Vikrum Aiyer: Yes. And I’ll answer that in two parts. One, I know this show loves numbers. So in addition to the number of the day on the Volvo Uber sale, another number for all listeners is that, last year alone, within the United States, $1.5 trillion was spent on grocery and food purchases. But of that total amount, only 2 percent was purchased through the internet, which means that, whether it’s an app based platform like Postmates, or whether it’s online commerce like an Amazon or a Wal-Mart.com, there’s a lot that’s ripe for the taking.
The second point, though, is an interesting concept concerning retail sales in general. And this is, not to paint a target on their back by any means, but if you consider an Amazon model or a Google Fresh model, what they will do is build warehouses on the outskirts of cities and then funnel those goods into town. What a Postmates model does, or what more app based on-demand delivery services do, is treat the entire city like a warehouse. So they’re giving brick and mortar retail, local stores, the tools they need to distribute their goods. And for Postmates, for example, and this is only, again, one slice of the pie, we’ve actually seen that our retail partners have seen a three to four times increase in sales when they use on-demand delivery. And this goes well beyond food, because we’re actually servicing hardware stores and beyond. And that’s actually because of a new reach of their customer potential in which geographically, if they were located on one side of town, they’re now reaching customers at another side of town. This validates the thesis that the on-demand economy and automation are going to really change, and are changing, the way commerce is connecting communities.
Knowledge@Wharton How does Postmates do in terms of not only retention of customer, but retention of retail partner, as well.
Vikrum Aiyer Yes, it’s an incredible story, and one that, again, can be told by the numbers. Right now, we’re in 250 U.S. cities. And we perform over two million deliveries every month. And actually, of all the partners that we have that are both partner merchants and non-partner merchants, the distinction being that, you know, you could get something from a Chipotle that we do partner with, or something from a local electronics store that maybe we don’t partner with, we are offering those businesses $23 million worth of sales each month within the United States. So that kind of stickiness or desire to stay on the platform has really increased in the six years that we’ve been in operation.
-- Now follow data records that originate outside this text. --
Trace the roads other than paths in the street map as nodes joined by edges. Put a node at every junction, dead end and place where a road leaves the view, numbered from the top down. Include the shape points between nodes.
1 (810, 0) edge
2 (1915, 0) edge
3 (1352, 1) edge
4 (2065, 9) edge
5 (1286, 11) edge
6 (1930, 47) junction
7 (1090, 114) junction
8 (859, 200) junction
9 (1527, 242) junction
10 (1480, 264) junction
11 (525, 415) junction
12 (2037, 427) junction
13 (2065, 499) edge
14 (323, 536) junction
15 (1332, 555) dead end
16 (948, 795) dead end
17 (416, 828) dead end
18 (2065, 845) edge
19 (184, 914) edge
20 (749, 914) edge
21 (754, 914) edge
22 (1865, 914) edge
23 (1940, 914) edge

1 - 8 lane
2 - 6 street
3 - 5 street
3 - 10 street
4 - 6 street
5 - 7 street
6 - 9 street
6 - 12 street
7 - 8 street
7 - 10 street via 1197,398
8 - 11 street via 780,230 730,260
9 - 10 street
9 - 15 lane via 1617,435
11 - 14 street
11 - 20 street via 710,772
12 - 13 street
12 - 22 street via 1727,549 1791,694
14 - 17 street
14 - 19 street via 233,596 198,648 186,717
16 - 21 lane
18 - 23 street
And I think the reasoning is quite simple. If you think of a local Chinese store or taqueria, once upon a time, their customer base was confined to who visited their dining room, in which customers could sit, or the average passersby knew the restaurant because it was in their community.
Knowledge@Wharton And all of a sudden we’re hungry.
Vikrum Aiyer: And now, if you are sitting around on a Sunday afternoon at home and realizing that you’re in the mood for something to eat, the Chinese restaurant or taqueria can reach you via courier. They have a brand new customer base, extending far beyond just those who happen to know about it in their neighborhood. It means that these individual businesses are seeing brand new sales in a way that they’ve never seen before. So the desire for them to compete is not only driven by sales, but it goes back to that concept of the Amazon contrast. Because now, all of a sudden, if you or I are buying our light bulbs from a local hardware store instead of getting it wholesale via Amazon, it means that local brick and mortar merchants have the ability to compete in an era of eCommerce.
Knowledge@Wharton Which is important, because even though we have seen an amazing run in terms of entrepreneurship in this country over the last decade, there is the concern of whether or not the small business is going to be able to survive because, let’s just think about the hardware industry. The mom and pop hardware store, which has been such a key component to this country for 100 years or so, feels like it is being pinched more and more because of the fact that you have the Home Depots and other large hardware companies in the world.
Vikrum Aiyer: Yes. And big box retail is a real threat. And that is the core, actually, I should say the heart of what is powering on-demand platforms like Postmates—the option for you or I to buy local and support local retail. And taking it one step further, in San Francisco, California, for example, where Postmates is headquartered, a lot of thriving innovation is going on in that community. Retail is down 35 percent. But when you see that the sales rate for those that partner with a platform like ours going up by four times, now you have new dynamics in which the individual companies can compete. So I think the goal that we should have as a community is not only investing in the convenience that an on-demand delivery platform can give us with instant access to the goods of our town, but is also investing in the community that powers a lot of our towns. And if we start to shift our thinking in our ethos to not just prioritizing one versus the other, but wedding both together, then you have a real ball game when it comes to competition against an Amazon like Goliath.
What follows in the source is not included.